This monogram has been supposed to have been adopted from the celebrated Labarum, or battle-standard of Constantine, which bore this sacred figure. This was derived in turn, it was feigned, from the image which the imperial convert saw, or thought he saw, traced in the sky in characters of fire brighter than the noon-day sun, before the battle of the Milvian Bridge. Probably a solar halo of unusual splendour was magnified by the eager imagination of Constantine into a token of divine assistance, and the legend Ἐν τούτῳ νίκα was an after addition of the credulous historian. The Christian emblem, according to Prudentius,[448] was worn upon the shields and helmets of the whole army as well as on the imperial standard; “and so,” says Milman, “for the first time the meek and peaceful Jesus became a God
of battle; and the cross, the holy sign of Christian redemption, a banner of bloody strife.”[449]
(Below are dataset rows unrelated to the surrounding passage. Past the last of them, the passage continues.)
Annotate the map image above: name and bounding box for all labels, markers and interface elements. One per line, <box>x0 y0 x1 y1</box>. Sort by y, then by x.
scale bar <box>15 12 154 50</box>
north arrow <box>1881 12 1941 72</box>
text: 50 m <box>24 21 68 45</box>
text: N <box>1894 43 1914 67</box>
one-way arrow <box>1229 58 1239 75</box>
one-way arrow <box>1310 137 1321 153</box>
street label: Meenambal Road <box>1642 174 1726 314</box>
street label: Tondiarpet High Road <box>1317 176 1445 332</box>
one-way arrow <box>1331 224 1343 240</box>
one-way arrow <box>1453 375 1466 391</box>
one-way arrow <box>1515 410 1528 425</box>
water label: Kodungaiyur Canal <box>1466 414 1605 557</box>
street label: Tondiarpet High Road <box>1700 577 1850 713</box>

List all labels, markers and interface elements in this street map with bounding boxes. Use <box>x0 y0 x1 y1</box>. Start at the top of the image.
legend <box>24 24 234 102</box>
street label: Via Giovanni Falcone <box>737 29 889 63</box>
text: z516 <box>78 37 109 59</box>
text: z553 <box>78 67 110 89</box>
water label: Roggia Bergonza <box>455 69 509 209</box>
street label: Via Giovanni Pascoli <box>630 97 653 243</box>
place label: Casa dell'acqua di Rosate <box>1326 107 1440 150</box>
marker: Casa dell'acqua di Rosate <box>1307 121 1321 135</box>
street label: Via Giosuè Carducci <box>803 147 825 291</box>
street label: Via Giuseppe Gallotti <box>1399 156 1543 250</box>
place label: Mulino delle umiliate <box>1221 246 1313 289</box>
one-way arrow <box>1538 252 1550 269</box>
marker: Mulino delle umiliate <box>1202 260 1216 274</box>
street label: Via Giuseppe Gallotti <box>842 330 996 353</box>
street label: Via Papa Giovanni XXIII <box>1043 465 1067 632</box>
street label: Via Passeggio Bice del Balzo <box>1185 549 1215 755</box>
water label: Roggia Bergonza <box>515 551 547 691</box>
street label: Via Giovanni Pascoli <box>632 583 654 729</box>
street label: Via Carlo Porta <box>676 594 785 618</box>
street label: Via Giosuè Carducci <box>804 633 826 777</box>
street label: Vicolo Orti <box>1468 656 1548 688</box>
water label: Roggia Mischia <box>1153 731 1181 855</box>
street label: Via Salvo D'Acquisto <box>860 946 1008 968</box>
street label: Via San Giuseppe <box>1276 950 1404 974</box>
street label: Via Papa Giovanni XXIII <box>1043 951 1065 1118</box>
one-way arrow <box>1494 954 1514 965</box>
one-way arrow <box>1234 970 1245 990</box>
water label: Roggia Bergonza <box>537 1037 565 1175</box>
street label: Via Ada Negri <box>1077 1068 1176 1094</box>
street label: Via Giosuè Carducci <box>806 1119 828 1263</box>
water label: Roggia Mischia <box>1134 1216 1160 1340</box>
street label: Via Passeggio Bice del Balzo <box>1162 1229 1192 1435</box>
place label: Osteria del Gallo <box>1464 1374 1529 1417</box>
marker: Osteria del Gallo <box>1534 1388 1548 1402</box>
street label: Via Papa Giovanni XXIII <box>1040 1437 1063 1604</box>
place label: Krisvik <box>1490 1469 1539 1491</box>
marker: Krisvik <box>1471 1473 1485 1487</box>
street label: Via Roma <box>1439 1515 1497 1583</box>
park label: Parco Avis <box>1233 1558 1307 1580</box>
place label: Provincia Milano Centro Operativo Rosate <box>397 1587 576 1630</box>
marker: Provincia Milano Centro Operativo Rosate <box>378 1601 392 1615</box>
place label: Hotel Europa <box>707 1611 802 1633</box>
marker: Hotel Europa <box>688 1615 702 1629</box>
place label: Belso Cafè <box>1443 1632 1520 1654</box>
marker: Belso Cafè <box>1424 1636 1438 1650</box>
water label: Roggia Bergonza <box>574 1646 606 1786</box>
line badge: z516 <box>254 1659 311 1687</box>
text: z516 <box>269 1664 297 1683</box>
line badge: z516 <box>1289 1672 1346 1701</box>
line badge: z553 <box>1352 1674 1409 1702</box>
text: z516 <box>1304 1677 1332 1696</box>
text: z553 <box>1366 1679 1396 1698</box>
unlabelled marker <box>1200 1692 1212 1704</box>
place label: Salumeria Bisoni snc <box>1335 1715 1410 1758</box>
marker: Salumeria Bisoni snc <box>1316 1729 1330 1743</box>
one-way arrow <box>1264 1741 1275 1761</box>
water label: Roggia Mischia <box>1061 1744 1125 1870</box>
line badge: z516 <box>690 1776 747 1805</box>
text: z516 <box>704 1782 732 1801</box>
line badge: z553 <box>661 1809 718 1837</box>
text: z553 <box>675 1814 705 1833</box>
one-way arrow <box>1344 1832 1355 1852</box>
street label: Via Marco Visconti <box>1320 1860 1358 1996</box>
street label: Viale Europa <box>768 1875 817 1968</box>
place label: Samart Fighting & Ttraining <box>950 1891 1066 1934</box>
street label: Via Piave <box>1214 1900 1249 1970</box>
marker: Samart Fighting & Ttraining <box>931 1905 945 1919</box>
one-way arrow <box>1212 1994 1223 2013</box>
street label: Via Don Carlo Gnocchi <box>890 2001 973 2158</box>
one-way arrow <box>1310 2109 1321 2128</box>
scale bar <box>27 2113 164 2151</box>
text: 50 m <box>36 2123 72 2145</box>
Probably there is allusion to the above mentioned legend in the following inscription from Bosio:
IN HOC VINCES
SINFONIA ET FILIIS.
In this thou shalt conquer. In Christ. Sinfonia, also for her sons.
On a remarkable sarcophagus in the Lateran Museum is a representation of the monogram[450] supported on a cross and surrounded by a wreath, at which doves are pecking; probably a symbol of the souls of the blessed feeding on the hope of an immortal crown and the sweetness of eternal bliss. Beneath are crouched two soldiers, types, it is thought, of the Christian warriors not yet entered into rest, whose only place of safety is at the foot of the cross; or they may refer to the Draconii, or imperial guard of the Labarum, who, according to Eusebius, passed unhurt amid showers of javelins.
The following enlarged copy of an early Christian seal exhibits the triumph of the cross over the Old Serpent, the Devil, while it is the symbol of salvation to the saints represented by the doves at its foot. In later
art the figures of lions, eagles, falcons, peacocks, doves, and lambs, grouped around the cross, seem to signify its power to subdue evil passions and to inspire holy virtues.